Dressler was reduced to living on her savings while sharing an apartment with friend Nella Webb. Only many years later, the then 59-year-old Dressler made a comeback. Thanks to director Allan Dwan, Dressler played a supporting role in The Joy Girl (Allan Dwan, 1927) starring Olive Borden. Her good friend, screenwriter Frances Marion, who had cared for her during the hard years, then got her a contract with the MGM studio.
Her first MGM feature was The Callahans and the Murphys (George W. Hill, 1927), a rowdy silent comedy co-starring Dressler with another former Mack Sennett comedian, Polly Moran, as a couple of feuding tenement housewives. Dressler and Moran formed a popular screen couple in several films. Another success was the hilarious screwball comedy The Patsy (King Vidor, 1928) in which she played Marion Davies' mother. Her popularity rose and eventually, the advent of sound film made her a major film star.
British postcard. Photo: Metro-Goldwyn-Mayer (MGM).
British postcard in the Filmshots series by Film Weekly. Photo: M.G.M. Marie Dressler, Wallace Beery and Paul Hurst in Tugboat Annie (Mervyn LeRoy, 1933).
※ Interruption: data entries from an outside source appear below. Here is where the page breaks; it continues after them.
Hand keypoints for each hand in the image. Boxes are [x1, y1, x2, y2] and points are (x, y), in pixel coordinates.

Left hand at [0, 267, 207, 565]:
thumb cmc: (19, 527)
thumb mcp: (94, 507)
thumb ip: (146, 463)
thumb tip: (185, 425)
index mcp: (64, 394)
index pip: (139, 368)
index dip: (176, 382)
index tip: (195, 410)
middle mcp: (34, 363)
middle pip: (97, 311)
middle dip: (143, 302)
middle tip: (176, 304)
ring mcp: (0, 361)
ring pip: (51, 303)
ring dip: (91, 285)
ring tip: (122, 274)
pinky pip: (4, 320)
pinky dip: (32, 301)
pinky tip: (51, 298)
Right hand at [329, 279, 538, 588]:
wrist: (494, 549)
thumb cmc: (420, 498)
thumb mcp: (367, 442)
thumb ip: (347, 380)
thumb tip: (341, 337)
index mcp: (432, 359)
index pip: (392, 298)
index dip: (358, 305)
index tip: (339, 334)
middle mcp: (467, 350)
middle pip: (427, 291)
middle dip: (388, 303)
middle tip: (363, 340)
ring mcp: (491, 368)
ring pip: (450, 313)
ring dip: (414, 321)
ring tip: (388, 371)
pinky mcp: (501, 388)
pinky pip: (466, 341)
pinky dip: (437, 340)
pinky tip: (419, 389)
No pretensions and a delightful sense of humour
Although Greta Garbo was the star of Anna Christie (Clarence Brown, 1930), Marie Dressler also received rave reviews for her role as a bitter old prostitute in the film. Dressler's rumbling voice could handle both sympathetic scenes and snappy comebacks. In 1931, Dressler received an Academy Award for Best Actress for her role in Min and Bill (George W. Hill, 1930) alongside Wallace Beery. Beery was a good 20 years younger than Dressler but played her husband in the film. Min and Bill (1931) was one of the most financially successful films of the year. After this success, Dressler and Beery's footprints were inscribed on the cement forecourt in front of the Chinese Theatre in Hollywood with the words "America's New Sweethearts, Min and Bill".
She was nominated again in 1932 for her role in Emma (Clarence Brown, 1932) but ultimately did not win the Oscar this time. In 1933, she starred in the popular comedy Dinner at Eight (George Cukor, 1933), the film adaptation of a successful Broadway play by George S. Kaufman and Edna Ferber. She played an ageing but vivacious former stage actress alongside John Barrymore, Jean Harlow and Wallace Beery.
Tugboat Annie (Mervyn LeRoy, 1933), which reunited her again with Wallace Beery, became one of the most successful films of the year for MGM. Marie was at the top of her career. For the years 1932 and 1933, the Motion Picture Herald Box Office Ranking, which was based on annual representative surveys of US cinema operators, listed her as the country's highest-grossing star.
In early 1934 she was diagnosed with terminal cancer. Louis B. Mayer gave her a new, financially lucrative contract to bolster her morale. Coming to movie stardom late, Dressler had no pretensions and a delightful sense of humour. Once, when visiting William Randolph Hearst's California palace San Simeon, a monkey pelted her with some of his excrement. Dressler responded: "Oh, a critic!"
At the age of 65, Marie Dressler died of cancer in 1934 in Santa Barbara, California. She was buried at Forest Lawn Memorial Park Cemetery in Glendale. The first of her two autobiographies, 'The Life Story of an Ugly Duckling', was published in 1924. A second book, 'My Own Story', "as told to Mildred Harrington", appeared a few months after her death. Since 1960, a star on the Hollywood Walk of Fame, at 1559 Vine Street, commemorates the actress.
British postcard in the Filmshots series by Film Weekly. Photo: M.G.M. Maureen O'Sullivan, Robert Young, Paul Hurst, Marie Dressler and Wallace Beery in Tugboat Annie (Mervyn LeRoy, 1933).
British postcard in the Filmshots series by Film Weekly. Photo: M.G.M. Marie Dressler, Robert Young and Maureen O'Sullivan in Tugboat Annie (Mervyn LeRoy, 1933).
British postcard in the Picturegoer Series, London, no. 496a. Photo: Metro-Goldwyn-Mayer (MGM).